Locate each line below that includes "Jalan" and reproduce it.

─── Data for analysis

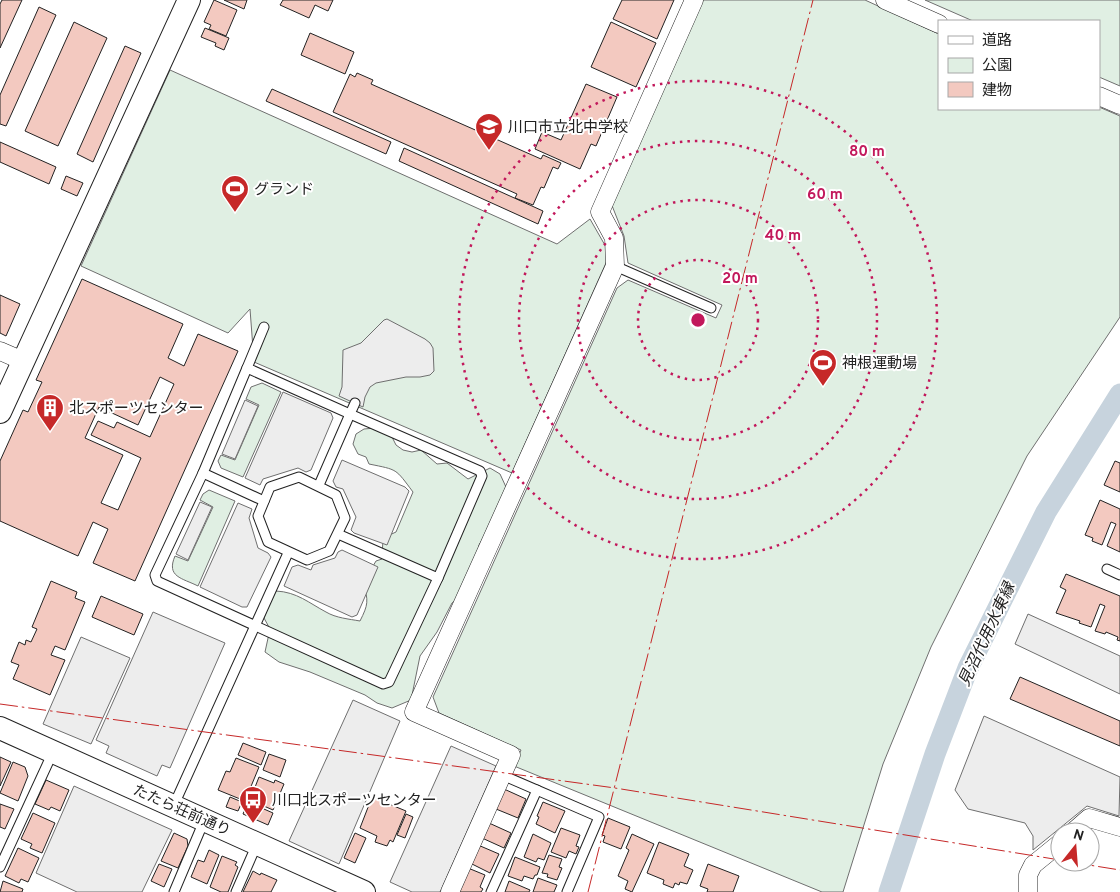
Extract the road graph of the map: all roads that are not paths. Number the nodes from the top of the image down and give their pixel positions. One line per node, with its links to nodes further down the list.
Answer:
1 (188, 0): 11 (street)
2 (694, 0): 7 (street)
3 (885, 0): 4 (street)
4 (938, 24)
5 (1100, 96): 6 (street)
6 (1120, 105)
7 (615, 266): 8 (lane); 27 (street)
8 (712, 308)
9 (264, 327): 12 (lane)
10 (0, 350): 11 (street)
11 (23, 361): 14 (street)
12 (247, 368): 15 (lane); 16 (lane)
13 (355, 403): 15 (lane)
14 (0, 412)
15 (350, 414): 17 (lane); 23 (lane)
16 (203, 473): 18 (lane); 24 (lane)
17 (319, 485): 18 (lane); 19 (lane)
18 (264, 501): 20 (lane)
19 (338, 534): 20 (lane); 23 (lane)
20 (288, 553): 24 (lane)
21 (1108, 569): 22 (lane)
22 (1120, 575)
23 (438, 578): 24 (lane)
24 (254, 626): 29 (lane)
25 (0, 728): 26 (street, たたら荘前通り)
26 (53, 752): 29 (street, たたら荘前通り); 35 (lane)
27 (502, 775): 28 (lane); 39 (street)
28 (537, 790): 40 (lane); 41 (lane)
29 (173, 807): 30 (street, たたら荘前通り)
30 (204, 821): 33 (street, たたら荘前通り); 37 (lane)
31 (1084, 822): 32 (street)
32 (1120, 827)
33 (257, 844): 36 (street, たたら荘前通り); 38 (lane)
34 (1050, 851): 42 (street)
35 (0, 867)
36 (360, 891)
37 (174, 892)
38 (236, 892)
39 (450, 892)
40 (491, 892)
41 (567, 892)
42 (1028, 892)

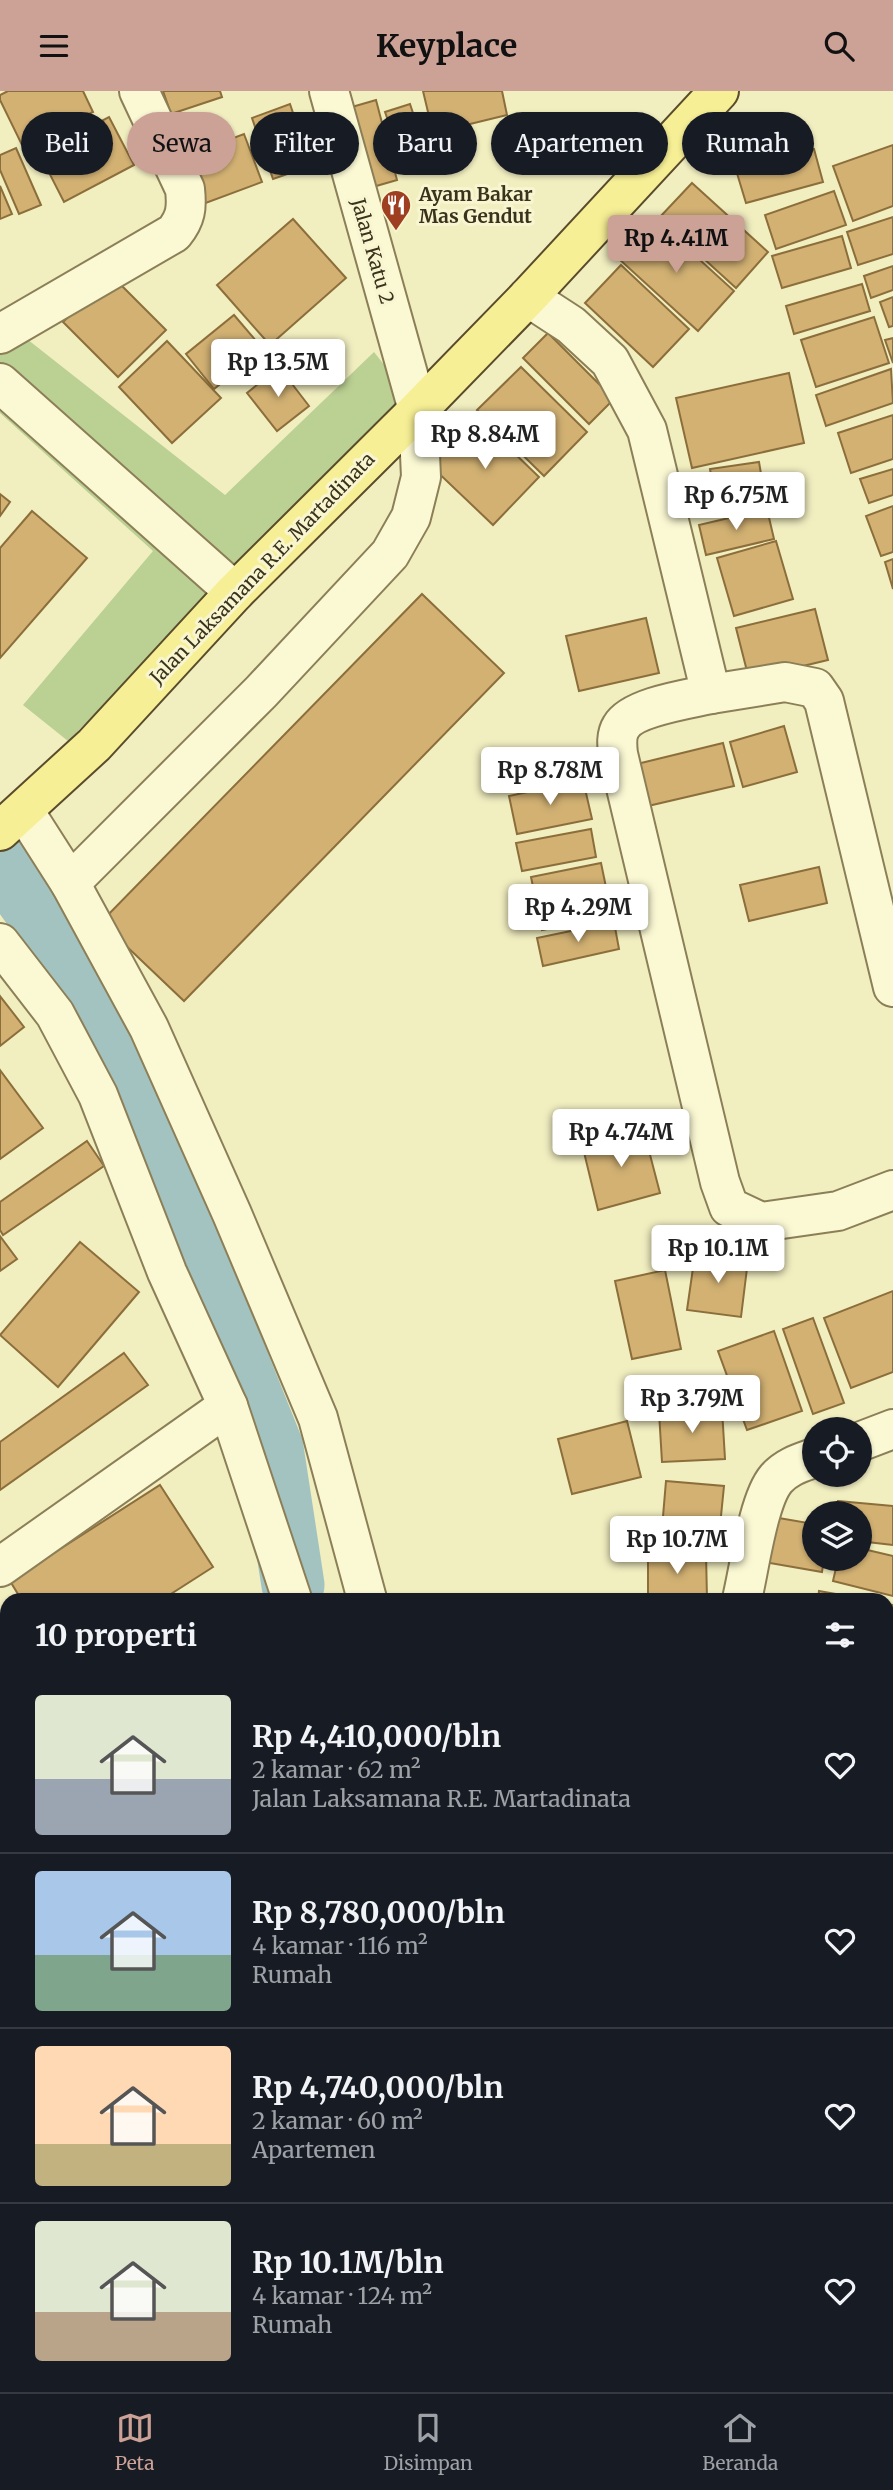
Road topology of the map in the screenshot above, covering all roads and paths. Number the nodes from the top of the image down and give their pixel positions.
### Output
1 (139, 91) edge
2 (329, 91) edge
3 (719, 91) edge
4 (528, 297) junction
5 (0, 334) edge
6 (0, 383) edge
7 (418, 410) junction
8 (234, 592) junction
9 (712, 694) junction
10 (9, 823) edge
11 (71, 883) junction
12 (0, 943) edge
13 (893, 987) edge
14 (893, 1190) edge
15 (228, 1406) junction
16 (893, 1429) edge
17 (872, 1437) edge
18 (802, 1463) edge
19 (0, 1567) edge
20 (290, 1593) edge
21 (365, 1593) edge
22 (743, 1593) edge

1 - 5 street
2 - 7 street, Jalan Katu 2
3 - 4 main road, Jalan Laksamana R.E. Martadinata
4 - 7 main road, Jalan Laksamana R.E. Martadinata
4 - 9 street
6 - 8 street
7 - 8 main road, Jalan Laksamana R.E. Martadinata
7 - 11 street, Jalan Katu 2
8 - 10 main road, Jalan Laksamana R.E. Martadinata
9 - 13 street
9 - 14 street
10 - 11 street
11 - 21 street
12 - 15 street
15 - 19 street
15 - 20 street
16 - 17 street
18 - 22 street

──────

Solved exercise.
2 - 7 street, Jalan Katu 2
3 - 4 main road, Jalan Laksamana R.E. Martadinata
4 - 7 main road, Jalan Laksamana R.E. Martadinata
7 - 8 main road, Jalan Laksamana R.E. Martadinata
7 - 11 street, Jalan Katu 2
8 - 10 main road, Jalan Laksamana R.E. Martadinata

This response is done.